Katrina In the Media According to National Geographic’s timeline (Drye 2005), at 9:30 a.m. on August 28th of 2005, New Orleans Mayor Ray Nagin issues the order for a mandatory evacuation of the city. Less than 24 hours later, Hurricane Katrina hits New Orleans with winds up to 145 miles an hour: a Category 4 storm. At 8 a.m. on August 29th the first reports of water topping levees are issued. By 11 a.m. the first major levee breaks and water pours into the city. Because of the design of the city’s elaborate 350 miles of levees and canals, once the system fails there is nowhere for the floodwater to go but deeper into the city. Thousands of residents, unable or unwilling to evacuate, spend 4 hellish days with little food or drinkable water, before the U.S. National Guard and relief agencies arrive. Most have taken refuge in the Superdome and Convention Center, but many are scattered throughout the city either clustered in small groups in safe havens or forced to fend for themselves on rooftops, in attics, on makeshift rafts. The water that has filled their city teems with sewage and invisible, deadly bacteria.
These are the indisputable facts of Hurricane Katrina, one of the worst disasters to befall an American city. The storm raged, the waters rose, and the levees broke. It has been called a natural disaster, a man-made disaster, the wrath of a vengeful god on a sinful city. At every turn, the organizations Americans turn to in times of emergency failed the citizens of New Orleans. The Army Corps of Engineers was aware that the levees would only withstand a Category 3 hurricane, but due to budgetary difficulties and priorities were unable to make the necessary improvements. An underfunded and understaffed FEMA was incapable of providing the appropriate relief in a timely manner. In the middle of the disaster the city changed the police’s orders from relief and rescue to containment and property protection, seeing its citizens not as victims, but potential criminals. Beyond illustrating the federal government’s lack of preparedness for dealing with a disaster of this magnitude and the U.S. Army Corps of Engineers’ failure to adequately protect the city from a storm of this size, the aftermath of Hurricane Katrina also exposed a racial bias in the media’s coverage. One of the more glaring examples of this was illustrated in Boing Boing (Jardin 2005) with two similar photos of New Orleans residents wading through water dragging floating bags of supplies. The picture from the AP shows a black man and the caption reads, “A young man walks through chest deep flood water after looting a grocery store…” The AFP photo beneath it of a white couple bears the caption, “Two residents wade through chest-deep water after finding bread and soda from a local grocery store…” In the chaos and anarchy of the days after Katrina, journalists made gross exaggerations and outright lies. Reports of rape and murder at the Superdome were later retracted. A frustrated Randall Robinson reported in the Huffington Post (Robinson 2005) that “victims in New Orleans have begun eating corpses to survive.” Days later he amended his statement, saying these claims were “unsubstantiated”.

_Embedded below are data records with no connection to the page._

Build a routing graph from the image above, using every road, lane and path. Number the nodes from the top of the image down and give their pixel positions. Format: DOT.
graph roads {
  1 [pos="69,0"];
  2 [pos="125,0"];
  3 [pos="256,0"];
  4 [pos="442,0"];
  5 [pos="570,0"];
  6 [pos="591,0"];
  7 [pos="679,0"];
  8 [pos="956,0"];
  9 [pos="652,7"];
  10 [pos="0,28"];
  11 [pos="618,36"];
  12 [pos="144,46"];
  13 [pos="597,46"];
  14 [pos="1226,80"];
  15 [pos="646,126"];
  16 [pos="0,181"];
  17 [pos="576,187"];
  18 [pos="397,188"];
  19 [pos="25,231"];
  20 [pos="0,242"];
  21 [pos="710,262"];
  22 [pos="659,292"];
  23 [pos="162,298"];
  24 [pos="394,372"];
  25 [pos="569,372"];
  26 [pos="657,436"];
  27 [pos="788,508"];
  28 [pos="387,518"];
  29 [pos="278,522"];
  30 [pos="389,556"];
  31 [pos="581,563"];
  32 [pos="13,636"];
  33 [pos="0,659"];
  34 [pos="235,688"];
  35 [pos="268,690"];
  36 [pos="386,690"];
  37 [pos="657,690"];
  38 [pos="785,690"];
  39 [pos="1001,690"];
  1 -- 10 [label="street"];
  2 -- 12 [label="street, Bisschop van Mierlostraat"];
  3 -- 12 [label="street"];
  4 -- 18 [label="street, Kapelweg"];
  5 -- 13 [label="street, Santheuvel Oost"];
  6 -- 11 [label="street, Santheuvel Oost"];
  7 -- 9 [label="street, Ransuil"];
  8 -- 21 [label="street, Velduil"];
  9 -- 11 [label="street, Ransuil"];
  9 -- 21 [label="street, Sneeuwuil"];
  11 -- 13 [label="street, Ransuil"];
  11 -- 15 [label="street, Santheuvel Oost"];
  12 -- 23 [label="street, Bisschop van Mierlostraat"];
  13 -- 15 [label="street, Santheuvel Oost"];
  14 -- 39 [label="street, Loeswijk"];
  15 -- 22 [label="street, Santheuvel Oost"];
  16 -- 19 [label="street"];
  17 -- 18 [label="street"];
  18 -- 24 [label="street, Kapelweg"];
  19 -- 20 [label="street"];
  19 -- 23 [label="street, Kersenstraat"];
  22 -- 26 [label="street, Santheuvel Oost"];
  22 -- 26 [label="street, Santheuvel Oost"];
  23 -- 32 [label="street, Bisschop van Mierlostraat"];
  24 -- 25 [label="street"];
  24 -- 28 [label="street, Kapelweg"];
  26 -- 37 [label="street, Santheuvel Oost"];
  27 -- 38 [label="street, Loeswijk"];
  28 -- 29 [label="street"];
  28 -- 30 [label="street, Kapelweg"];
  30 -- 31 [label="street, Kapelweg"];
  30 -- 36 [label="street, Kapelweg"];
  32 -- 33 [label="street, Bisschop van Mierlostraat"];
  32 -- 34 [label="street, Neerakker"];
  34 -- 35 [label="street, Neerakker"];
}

The journalists on the ground in the disaster told a different story as they realized this wasn’t an average hurricane story where a reporter stands on a beach in heavy winds and describes damages. Normally detached and stoic veteran reporters became emotional on televised broadcasts. On Fox News’ Hannity & Colmes, Geraldo Rivera and Shepard Smith gave frustrated, impassioned pleas for the victims of the storm as they surveyed the helpless victims trapped without the most basic comforts. On CNN, a visibly angered Anderson Cooper lashed out at Louisiana Senator Mary Landrieu about politicians patting each other’s backs while people are suffering.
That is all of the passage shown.